I have determined that I do not have the capabilities to keep plants alive in my house. The only time I can seem to remember to water it is when it has wilted to the point where you think it cannot possibly come back. Yet, it somehow manages to make it. It’s like Super Plant — which is a good thing. It would have died long ago otherwise. Trying to have orchids in my house would laughable.

I guess I have never been much of a gardener. House plants are not even considered “gardening”, though. They are so simple to care for. I’m not sure what gave me the urge to take these plants. I think it was the idea that these plants would be like a living extension of my mamaw, who was taken from this world entirely too soon at the age of 60. Also, while growing up we had a ton of plants in the house. We had tall plants, hanging plants, ferns, spider plants, etc. Then one year, my mom just stopped watering them.
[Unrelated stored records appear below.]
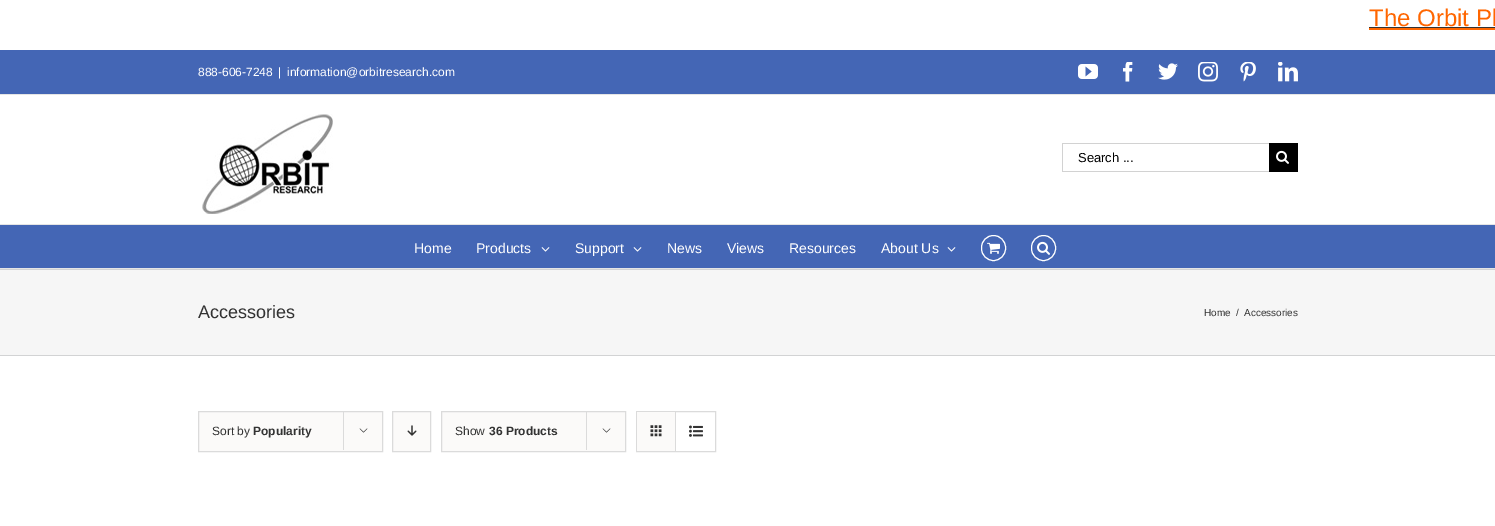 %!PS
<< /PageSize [1495 526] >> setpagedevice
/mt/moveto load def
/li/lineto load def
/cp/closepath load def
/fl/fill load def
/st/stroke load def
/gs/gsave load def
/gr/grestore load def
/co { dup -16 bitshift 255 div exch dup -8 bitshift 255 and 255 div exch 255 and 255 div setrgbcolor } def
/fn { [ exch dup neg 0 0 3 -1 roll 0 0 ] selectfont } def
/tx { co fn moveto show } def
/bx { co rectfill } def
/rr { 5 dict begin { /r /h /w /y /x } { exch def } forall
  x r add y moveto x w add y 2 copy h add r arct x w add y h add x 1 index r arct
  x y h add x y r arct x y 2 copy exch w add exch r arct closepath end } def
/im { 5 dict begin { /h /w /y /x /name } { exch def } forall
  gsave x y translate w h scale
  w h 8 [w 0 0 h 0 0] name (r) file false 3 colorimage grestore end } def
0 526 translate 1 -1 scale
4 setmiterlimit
0 0 1495 526 16#FFFFFF bx
1369 28 126 2 16#FF6600 bx
1369 27 126 1 16#333333 bx
0 50 1495 44 16#4466B5 bx
0 94 1495 1 16#E5E5E5 bx
(media/1.raw) 1078 64 20 15 im
(media/2.raw) 1123 62 10 20 im
(media/3.raw) 1158 63 20 17 im
(media/4.raw) 1198 62 20 20 im
(media/5.raw) 1240 62 16 20 im
(media/6.raw) 1278 62 20 20 im
0 224 1495 1 16#E5E5E5 bx
(media/7.raw) 202 114 131 100 im
1062 143 207 1 16#D2D2D2 bx
1062 171 207 1 16#D2D2D2 bx
1062 143 1 29 16#D2D2D2 bx
1269 143 29 29 16#000000 bx
(media/8.raw) 1276 150 13 14 im
0 225 1495 43 16#4466B5 bx
0 268 1495 1 16#E5E5E5 bx
(media/9.raw) 541 247 9 5 im
(media/9.raw) 633 247 9 5 im
(media/9.raw) 947 247 9 5 im
16#FFFFFF co
981.5 235.5 24 25 12 rr st
(media/10.raw) 987 242 13 12 im
1031.5 235.5 24 25 12 rr st
(media/11.raw) 1037 241 13 14 im
0 270 1495 85 16#F6F6F6 bx
0 269 1495 1 16#D2D3D4 bx
0 355 1495 1 16#D2D3D4 bx
16#FBFAF9 co
198.5 411.5 mt 382.5 411.5 li 382.5 451.5 li 198.5 451.5 li cp gs fl gr
16#DBDBDB co
st
343 411 1 39 16#DBDBDB bx
(media/12.raw) 359 428 9 5 im
16#FBFAF9 co
392.5 411.5 mt 430.5 411.5 li 430.5 451.5 li 392.5 451.5 li cp gs fl gr
16#DBDBDB co
st
(media/13.raw) 407 425 10 11 im
16#FBFAF9 co
441.5 411.5 mt 625.5 411.5 li 625.5 451.5 li 441.5 451.5 li cp gs fl gr
16#DBDBDB co
st
586 411 1 39 16#DBDBDB bx
(media/12.raw) 602 428 9 5 im
636.5 411.5 79 40 rectstroke
637 412 38 39 16#FBFAF9 bx
675 412 1 39 16#DBDBDB bx
(media/14.raw) 650 425 12 12 im
(media/15.raw) 689 425 14 12 im
(The Orbit Pl) 1369 26 /LiberationSans-Regular 24 16#FF6600 tx
(888-606-7248) 198 76 /LiberationSans-Regular 12 16#FFFFFF tx
(|) 278 76 /LiberationSans-Regular 12 16#FFFFFF tx
(information@orbitresearch.com) 287 76 /LiberationSans-Regular 12 16#FFFFFF tx
(Search ...) 1078 162 /LiberationSans-Regular 13 16#000000 tx
(Home) 414 253 /LiberationSans-Regular 14 16#FFFFFF tx
(Products) 476 253 /LiberationSans-Regular 14 16#FFFFFF tx
(Support) 575 253 /LiberationSans-Regular 14 16#FFFFFF tx
(News) 667 253 /LiberationSans-Regular 14 16#FFFFFF tx
(Views) 727 253 /LiberationSans-Regular 14 16#FFFFFF tx
(Resources) 789 253 /LiberationSans-Regular 14 16#FFFFFF tx
(About Us) 881 253 /LiberationSans-Regular 14 16#FFFFFF tx
(Accessories) 198 318 /LiberationSans-Regular 18 16#333333 tx
(Home) 1204 316 /LiberationSans-Regular 10 16#333333 tx
(/) 1236 316 /LiberationSans-Regular 10 16#333333 tx
(Accessories) 1244 316 /LiberationSans-Regular 10 16#333333 tx
(Sort by) 212 435 /LiberationSans-Regular 12 16#333333 tx
(Popularity) 253 435 /LiberationSans-Bold 12 16#333333 tx
(Show) 455 435 /LiberationSans-Regular 12 16#333333 tx
(36 Products) 489 435 /LiberationSans-Bold 12 16#333333 tx
showpage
Though my parents’ divorce didn’t happen until many years later, I think there is some deep parallel there.

Maybe I equate the house plants to love and life in my world. If I keep them alive, then somehow Mamaw is still with me and there is a physical proof of love in my life. It’s a thought. But what I’m finding is that I do not have a green thumb. If my theory is true, then if this plant eventually dies I’m incapable of love and my mamaw’s legacy is gone forever.

Well that’s not right… is it? I think often times we develop these unrealistic and unhealthy attachments to objects for sentimental purposes. There is nothing wrong with sentiment. It helps us to appreciate what we have and to remember good times and good people. But what happens when that thing breaks? Or we lose it? Or it dies? We need to take time to understand why we cherish the item, but we need to know that it is just that; an item. The thing to cherish is the memory itĀ invokes.